Idea 1: Reviewing deployments
One solution might be to take advantage of Github's feature for reviewing deployments, however that is only available on Github Enterprise (which we do not use) or public repos which is ill-advised. Additionally, I'm not positive that this would solve the vulnerability where a user could make a PR with a modified Github Actions workflow.
Idea 2: Moving configuration out of the repository
It seems like the only other solution is where we take CD configuration out of the Github repo and place it in a more secured location. One example of this would be to move deployment instructions to AWS CodeDeploy. Another example would be to hardcode some guard-rails into our self-hosted runner. We already have this ability to some degree with the
repository_white_list
configuration.Filter by event types
It would be nice if we could specify that the self-hosted runner would only handle workflows triggered from merged pull-requests. This way, we could utilize Github's features for branch protection to enforce that a repository admin has OK'd the code change.

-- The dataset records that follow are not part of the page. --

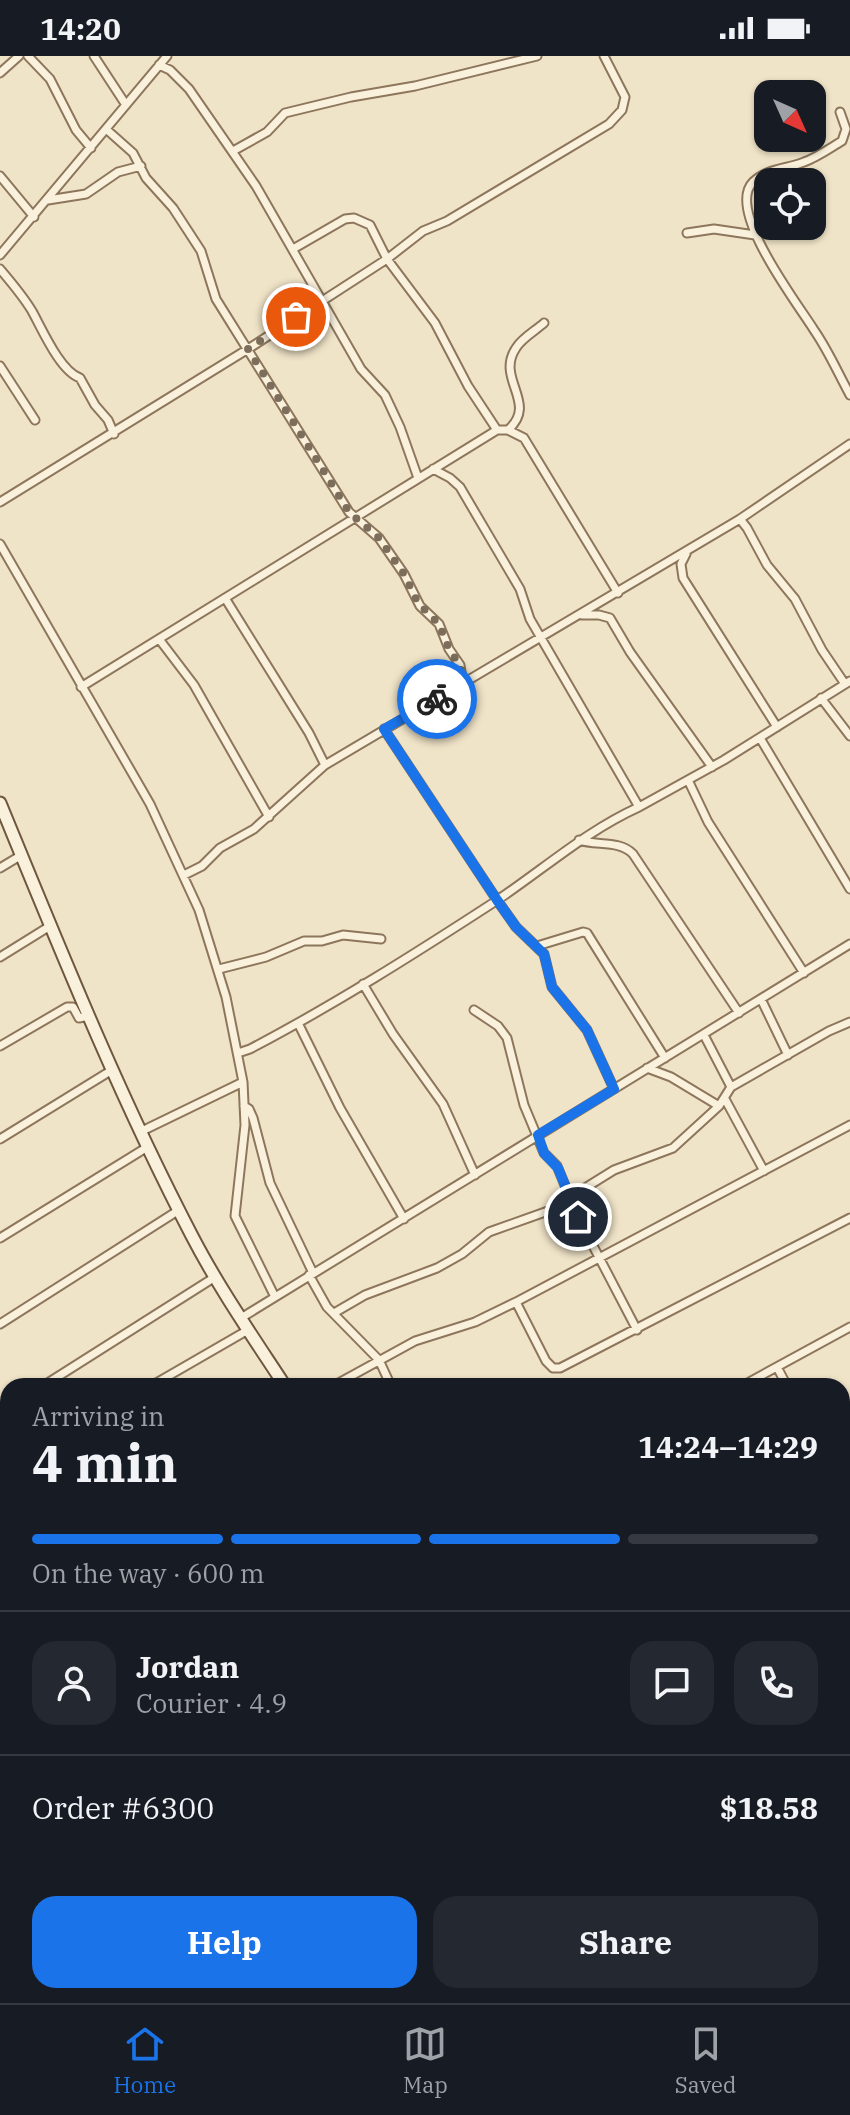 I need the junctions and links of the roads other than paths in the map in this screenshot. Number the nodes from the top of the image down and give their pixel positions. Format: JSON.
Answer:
{"nodes":[{"id":1,"x":19,"y":56,"type":"edge"},
{"id":2,"x":28,"y":56,"type":"edge"},
{"id":3,"x":94,"y":56,"type":"edge"},
{"id":4,"x":167,"y":56,"type":"edge"},
{"id":5,"x":536,"y":56,"type":"edge"},
{"id":6,"x":604,"y":56,"type":"edge"},
{"id":7,"x":159,"y":65,"type":"junction"},
{"id":8,"x":0,"y":73,"type":"edge"},
{"id":9,"x":126,"y":105,"type":"junction"},
{"id":10,"x":840,"y":112,"type":"dead end"},
{"id":11,"x":106,"y":129,"type":"junction"},
{"id":12,"x":91,"y":148,"type":"junction"},
{"id":13,"x":233,"y":151,"type":"junction"},
{"id":14,"x":141,"y":166,"type":"junction"},
{"id":15,"x":786,"y":168,"type":"edge"},
{"id":16,"x":0,"y":176,"type":"edge"},
{"id":17,"x":754,"y":182,"type":"edge"},
{"id":18,"x":48,"y":200,"type":"junction"},
{"id":19,"x":34,"y":217,"type":"junction"},
{"id":20,"x":754,"y":230,"type":"edge"},
{"id":21,"x":687,"y":233,"type":"dead end"},
{"id":22,"x":754,"y":235,"type":"edge"},
{"id":23,"x":758,"y":240,"type":"edge"},
{"id":24,"x":293,"y":249,"type":"junction"},
{"id":25,"x":0,"y":255,"type":"edge"},
{"id":26,"x":387,"y":259,"type":"junction"},
{"id":27,"x":0,"y":269,"type":"edge"},
{"id":28,"x":321,"y":301,"type":"junction"},
{"id":29,"x":544,"y":323,"type":"dead end"},
{"id":30,"x":248,"y":349,"type":"junction"},
{"id":31,"x":0,"y":366,"type":"edge"},
{"id":32,"x":850,"y":395,"type":"edge"},
{"id":33,"x":35,"y":420,"type":"dead end"},
{"id":34,"x":497,"y":430,"type":"junction"},
{"id":35,"x":508,"y":430,"type":"junction"},
{"id":36,"x":114,"y":434,"type":"junction"},
{"id":37,"x":850,"y":444,"type":"edge"},
{"id":38,"x":433,"y":469,"type":"junction"},
{"id":39,"x":418,"y":478,"type":"junction"},
{"id":40,"x":0,"y":502,"type":"edge"},
{"id":41,"x":354,"y":518,"type":"junction"},
{"id":42,"x":740,"y":519,"type":"junction"},
{"id":43,"x":0,"y":544,"type":"edge"},
{"id":44,"x":686,"y":551,"type":"junction"},
{"id":45,"x":618,"y":593,"type":"junction"},
{"id":46,"x":225,"y":598,"type":"junction"},
{"id":47,"x":581,"y":615,"type":"junction"},
{"id":48,"x":542,"y":638,"type":"junction"},
{"id":49,"x":159,"y":639,"type":"junction"},
{"id":50,"x":848,"y":682,"type":"edge"},
{"id":51,"x":463,"y":684,"type":"junction"},
{"id":52,"x":81,"y":687,"type":"junction"},
{"id":53,"x":821,"y":698,"type":"junction"},
{"id":54,"x":777,"y":727,"type":"junction"},
{"id":55,"x":384,"y":729,"type":"junction"},
{"id":56,"x":850,"y":736,"type":"edge"},
{"id":57,"x":760,"y":738,"type":"junction"},
{"id":58,"x":325,"y":765,"type":"junction"},
{"id":59,"x":712,"y":767,"type":"junction"},
{"id":60,"x":688,"y":780,"type":"junction"},
{"id":61,"x":0,"y":803,"type":"edge"},
{"id":62,"x":639,"y":807,"type":"junction"},
{"id":63,"x":269,"y":817,"type":"junction"},
{"id":64,"x":579,"y":840,"type":"junction"},
{"id":65,"x":20,"y":856,"type":"junction"},
{"id":66,"x":0,"y":868,"type":"edge"},
{"id":67,"x":184,"y":875,"type":"junction"},
{"id":68,"x":850,"y":889,"type":"edge"},
{"id":69,"x":497,"y":900,"type":"junction"},
{"id":70,"x":50,"y":926,"type":"junction"},
{"id":71,"x":381,"y":939,"type":"dead end"},
{"id":72,"x":850,"y":944,"type":"edge"},
{"id":73,"x":537,"y":946,"type":"junction"},
{"id":74,"x":0,"y":957,"type":"edge"},
{"id":75,"x":219,"y":969,"type":"junction"},
{"id":76,"x":804,"y":973,"type":"junction"},
{"id":77,"x":363,"y":984,"type":"junction"},
{"id":78,"x":761,"y":999,"type":"junction"},
{"id":79,"x":474,"y":1010,"type":"dead end"},
{"id":80,"x":739,"y":1013,"type":"junction"},
{"id":81,"x":89,"y":1016,"type":"junction"},
{"id":82,"x":850,"y":1022,"type":"edge"},
{"id":83,"x":298,"y":1023,"type":"junction"},
{"id":84,"x":704,"y":1035,"type":"junction"},
{"id":85,"x":0,"y":1046,"type":"edge"},
{"id":86,"x":238,"y":1053,"type":"junction"},
{"id":87,"x":788,"y":1055,"type":"junction"},
{"id":88,"x":665,"y":1058,"type":"junction"},
{"id":89,"x":647,"y":1068,"type":"junction"},
{"id":90,"x":112,"y":1070,"type":"junction"},
{"id":91,"x":243,"y":1082,"type":"junction"},
{"id":92,"x":731,"y":1087,"type":"junction"},
{"id":93,"x":614,"y":1089,"type":"junction"},
{"id":94,"x":722,"y":1102,"type":"junction"},
{"id":95,"x":244,"y":1106,"type":"junction"},
{"id":96,"x":850,"y":1125,"type":"edge"},
{"id":97,"x":142,"y":1131,"type":"junction"},
{"id":98,"x":1,"y":1135,"type":"edge"},
{"id":99,"x":538,"y":1135,"type":"junction"},
{"id":100,"x":149,"y":1146,"type":"junction"},
{"id":101,"x":764,"y":1171,"type":"junction"},
{"id":102,"x":475,"y":1175,"type":"junction"},
{"id":103,"x":569,"y":1198,"type":"junction"},
{"id":104,"x":179,"y":1210,"type":"junction"},
{"id":105,"x":850,"y":1218,"type":"edge"},
{"id":106,"x":404,"y":1219,"type":"junction"},
{"id":107,"x":0,"y":1238,"type":"edge"},
{"id":108,"x":600,"y":1259,"type":"junction"},
{"id":109,"x":311,"y":1274,"type":"junction"},
{"id":110,"x":215,"y":1277,"type":"junction"},
{"id":111,"x":275,"y":1297,"type":"junction"},
{"id":112,"x":516,"y":1302,"type":"junction"},
{"id":113,"x":334,"y":1313,"type":"junction"},
{"id":114,"x":241,"y":1318,"type":"junction"},
{"id":115,"x":0,"y":1324,"type":"edge"},
{"id":116,"x":850,"y":1327,"type":"edge"},
{"id":117,"x":248,"y":1330,"type":"junction"},
{"id":118,"x":637,"y":1330,"type":"junction"},
{"id":119,"x":379,"y":1360,"type":"junction"},
{"id":120,"x":777,"y":1367,"type":"junction"},
{"id":121,"x":56,"y":1378,"type":"edge"},
{"id":122,"x":165,"y":1378,"type":"edge"},
{"id":123,"x":280,"y":1378,"type":"edge"},
{"id":124,"x":347,"y":1378,"type":"edge"},
{"id":125,"x":387,"y":1378,"type":"edge"},
{"id":126,"x":757,"y":1378,"type":"edge"},
{"id":127,"x":783,"y":1378,"type":"edge"}],
"edges":[{"from":1,"to":8,"type":"street"},
{"from":2,"to":12,"type":"street"},
{"from":3,"to":9,"type":"street"},
{"from":4,"to":7,"type":"street"},
{"from":5,"to":13,"type":"street"},
{"from":6,"to":26,"type":"street"},
{"from":7,"to":9,"type":"street"},
{"from":7,"to":13,"type":"street"},
{"from":9,"to":11,"type":"street"},
{"from":10,"to":15,"type":"street"},
{"from":11,"to":12,"type":"street"},
{"from":11,"to":14,"type":"street"},
{"from":12,"to":18,"type":"street"},
{"from":13,"to":24,"type":"street"},
{"from":14,"to":18,"type":"street"},
{"from":14,"to":30,"type":"street"},
{"from":16,"to":19,"type":"street"},
{"from":17,"to":20,"type":"street"},
{"from":18,"to":19,"type":"street"},
{"from":19,"to":25,"type":"street"},
{"from":21,"to":22,"type":"street"},
{"from":23,"to":32,"type":"street"},
{"from":24,"to":26,"type":"street"},
{"from":24,"to":28,"type":"street"},
{"from":26,"to":28,"type":"street"},
{"from":26,"to":34,"type":"street"},
{"from":27,"to":36,"type":"street"},
{"from":28,"to":30,"type":"street"},
{"from":28,"to":39,"type":"street"},
{"from":29,"to":35,"type":"street"},
{"from":30,"to":36,"type":"street"},
{"from":30,"to":41,"type":"street"},
{"from":31,"to":33,"type":"street"},
{"from":34,"to":35,"type":"street"},
{"from":34,"to":38,"type":"street"},
{"from":35,"to":45,"type":"street"},
{"from":36,"to":40,"type":"street"},
{"from":37,"to":42,"type":"street"},
{"from":38,"to":39,"type":"street"},
{"from":38,"to":48,"type":"street"},
{"from":39,"to":41,"type":"street"},
{"from":41,"to":46,"type":"street"},
{"from":41,"to":51,"type":"street"},
{"from":42,"to":44,"type":"street"},
{"from":42,"to":50,"type":"street"},
{"from":43,"to":52,"type":"street"},
{"from":44,"to":45,"type":"street"},
{"from":44,"to":54,"type":"street"},
{"from":45,"to":47,"type":"street"},
{"from":46,"to":49,"type":"street"},
{"from":46,"to":58,"type":"street"},
{"from":47,"to":48,"type":"street"},
{"from":47,"to":59,"type":"street"},
{"from":48,"to":51,"type":"street"},
{"from":48,"to":62,"type":"street"},
{"from":49,"to":52,"type":"street"},
{"from":49,"to":63,"type":"street"},
{"from":50,"to":53,"type":"street"},
{"from":51,"to":55,"type":"street"},
{"from":52,"to":67,"type":"street"},
{"from":53,"to":54,"type":"street"},
{"from":53,"to":56,"type":"street"},
{"from":54,"to":57,"type":"street"},
{"from":55,"to":58,"type":"street"},
{"from":55,"to":69,"type":"street"},
{"from":57,"to":59,"type":"street"},
{"from":57,"to":68,"type":"street"},
{"from":58,"to":63,"type":"street"},
{"from":59,"to":60,"type":"street"},
{"from":60,"to":62,"type":"street"},
{"from":60,"to":76,"type":"street"},
{"from":61,"to":65,"type":"street"},
{"from":62,"to":64,"type":"street"},
{"from":63,"to":67,"type":"street"},
{"from":64,"to":69,"type":"street"},
{"from":64,"to":80,"type":"street"},
{"from":65,"to":66,"type":"street"},
{"from":65,"to":70,"type":"street"},
{"from":67,"to":75,"type":"street"},
{"from":69,"to":73,"type":"street"},
{"from":69,"to":77,"type":"street"},
{"from":70,"to":74,"type":"street"},
{"from":70,"to":81,"type":"street"},
{"from":71,"to":75,"type":"street"},
{"from":72,"to":76,"type":"street"},
{"from":73,"to":88,"type":"street"},
{"from":73,"to":93,"type":"street"},
{"from":75,"to":86,"type":"street"},
{"from":76,"to":78,"type":"street"},
{"from":77,"to":83,"type":"street"},
{"from":77,"to":102,"type":"street"},
{"from":78,"to":80,"type":"street"},
{"from":78,"to":87,"type":"street"},
{"from":79,"to":99,"type":"street"},
{"from":80,"to":84,"type":"street"},
{"from":81,"to":85,"type":"street"},
{"from":81,"to":90,"type":"street"},
{"from":82,"to":87,"type":"street"},
{"from":83,"to":86,"type":"street"},
{"from":83,"to":106,"type":"street"},
{"from":84,"to":88,"type":"street"},
{"from":84,"to":92,"type":"street"},
{"from":86,"to":91,"type":"street"},
{"from":87,"to":92,"type":"street"},
{"from":88,"to":89,"type":"street"},
{"from":89,"to":93,"type":"street"},
{"from":89,"to":94,"type":"street"},
{"from":90,"to":97,"type":"street"},
{"from":90,"to":98,"type":"street"},
{"from":91,"to":95,"type":"street"},
{"from":91,"to":97,"type":"street"},
{"from":92,"to":94,"type":"street"},
{"from":93,"to":99,"type":"street"},
{"from":94,"to":101,"type":"street"},
{"from":94,"to":103,"type":"street"},
{"from":95,"to":109,"type":"street"},
{"from":95,"to":111,"type":"street"},
{"from":96,"to":101,"type":"street"},
{"from":97,"to":100,"type":"street"},
{"from":99,"to":102,"type":"street"},
{"from":99,"to":103,"type":"street"},
{"from":100,"to":104,"type":"street"},
{"from":100,"to":107,"type":"street"},
{"from":101,"to":108,"type":"street"},
{"from":102,"to":106,"type":"street"},
{"from":103,"to":108,"type":"street"},
{"from":103,"to":113,"type":"street"},
{"from":104,"to":110,"type":"street"},
{"from":104,"to":115,"type":"street"},
{"from":105,"to":118,"type":"street"},
{"from":106,"to":109,"type":"street"},
{"from":108,"to":112,"type":"street"},
{"from":108,"to":118,"type":"street"},
{"from":109,"to":111,"type":"street"},
{"from":109,"to":113,"type":"street"},
{"from":110,"to":114,"type":"street"},
{"from":110,"to":121,"type":"street"},
{"from":111,"to":114,"type":"street"},
{"from":112,"to":118,"type":"street"},
{"from":112,"to":119,"type":"street"},
{"from":113,"to":119,"type":"street"},
{"from":114,"to":117,"type":"street"},
{"from":116,"to":120,"type":"street"},
{"from":117,"to":122,"type":"street"},
{"from":117,"to":123,"type":"street"},
{"from":119,"to":124,"type":"street"},
{"from":119,"to":125,"type":"street"},
{"from":120,"to":126,"type":"street"},
{"from":120,"to":127,"type":"street"}]}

To safely achieve this, I believe this project would need some new features:
Filter by Github username
Another idea would be to only listen to events triggered by known trusted users. I'm honestly not sure what the best way to achieve this would be, but I imagine another optional array that the webhook lambda could filter on.
I'd love to hear ideas about how to best handle securing executions of workflows with roles that require wide-scoped privileges.